J’animais à l’époque une émission à CIBL, la radio communautaire qui avait alors pignon sur rue dans un vieil édifice du quartier Hochelaga-Maisonneuve. Je recevais pour la première fois ce chanteur français à la fois adulé et méconnu, ce chanteur que j’aimais, que je trouvais poétique et inspiré: Jean-Louis Murat. J’étais au début de ma carrière, un peu intimidée, très bien préparée. On m’avait dit qu’il était difficile, sauvage, surtout en présence d’une femme. Je me disais que j’en avais vu d’autres: des musiciens qui sentent le fond de tonneau, des ultratimides, des baveux, des idoles dont la seule évocation du nom donne le vertige. Je n’avais rien vu…

 

D’entrée de jeu, mister Murat m’annonce qu’il se sent menacé par ma voix. Qu’elle est trop grave et assurée. Qu’une vraie femme se doit d’avoir une petite voix, comme toute bonne chanteuse française. La discussion se poursuit sur le même ton, celui de la confrontation. J’ai commencé à sentir les murs vaciller quand il m’a parlé de son amour pour la chanteuse PJ Harvey, qu’il aimait pour sa beauté. Question de l’intervieweuse: «Mais encore?» Réponse du chanteur: «Parce qu’elle est jolie, c’est tout. Et c’est bien assez pour une femme. Vous, vous êtes jolie, et on ne vous en demande pas plus.» Aïe. La jeune fille que j’étais avait envie de l’envoyer paître de tout son coeur. Mais l’animatrice qui la doublait devait poursuivre cette conversation avec force et dignité.
Je suis sortie de l’entrevue tremblante, furieuse, bouleversée. Et une boule de colère m’a de nouveau noué le ventre quand j’ai lu ce récent article, où Jean-Louis Murat tenait le même genre de propos misogynes. Je me suis demandé comment s’était senti le journaliste français pendant cette conversation. Et surtout, pourquoi, pourquoi on donne encore une tribune à ce genre de discours arriéré…

 

Les entrevues de ma vie

La plus drôle Marc Labrèche est sûrement la personne la plus hilarante que j’aie interviewée. Je remercie encore mon monteur, qui a su enlever des bouts de mes fous rires pour que je ne glousse pas pendant toute l’entrevue!
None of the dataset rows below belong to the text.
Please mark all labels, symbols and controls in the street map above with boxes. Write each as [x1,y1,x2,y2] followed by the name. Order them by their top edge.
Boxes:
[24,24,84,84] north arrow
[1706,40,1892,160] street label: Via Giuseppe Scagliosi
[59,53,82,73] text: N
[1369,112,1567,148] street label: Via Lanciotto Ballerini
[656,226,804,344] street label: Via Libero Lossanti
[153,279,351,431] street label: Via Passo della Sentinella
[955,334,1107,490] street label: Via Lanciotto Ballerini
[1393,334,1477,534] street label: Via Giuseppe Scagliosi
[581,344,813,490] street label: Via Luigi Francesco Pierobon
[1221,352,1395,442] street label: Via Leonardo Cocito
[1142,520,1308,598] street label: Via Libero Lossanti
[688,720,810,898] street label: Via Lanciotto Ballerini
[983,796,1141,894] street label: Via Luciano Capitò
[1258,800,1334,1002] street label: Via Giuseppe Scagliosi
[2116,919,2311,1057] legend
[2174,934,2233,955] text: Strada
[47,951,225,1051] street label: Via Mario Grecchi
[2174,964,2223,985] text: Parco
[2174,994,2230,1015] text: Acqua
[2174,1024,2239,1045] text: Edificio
La plus impressionnante À 16 ans, je m’étais promis que si je devenais animatrice un jour, j’interviewerais Michael Stipe, le chanteur de R.E.M., une de mes idoles de jeunesse. Après des années d’essais et d’échecs (il ne donne pratiquement pas d’entrevues!), j’ai finalement obtenu l’entretien dont je rêvais, à New York, au Rock and Roll Hall of Fame. Magique.

La plus absurde En guise d’hommage, je suis arrivée à un rendezvous avec Philippe Katerine déguisée… en lui! Il a été ému aux larmes, puis m’a spontanément donné un cours de danse digne d’un film de série B. Totalement décalé.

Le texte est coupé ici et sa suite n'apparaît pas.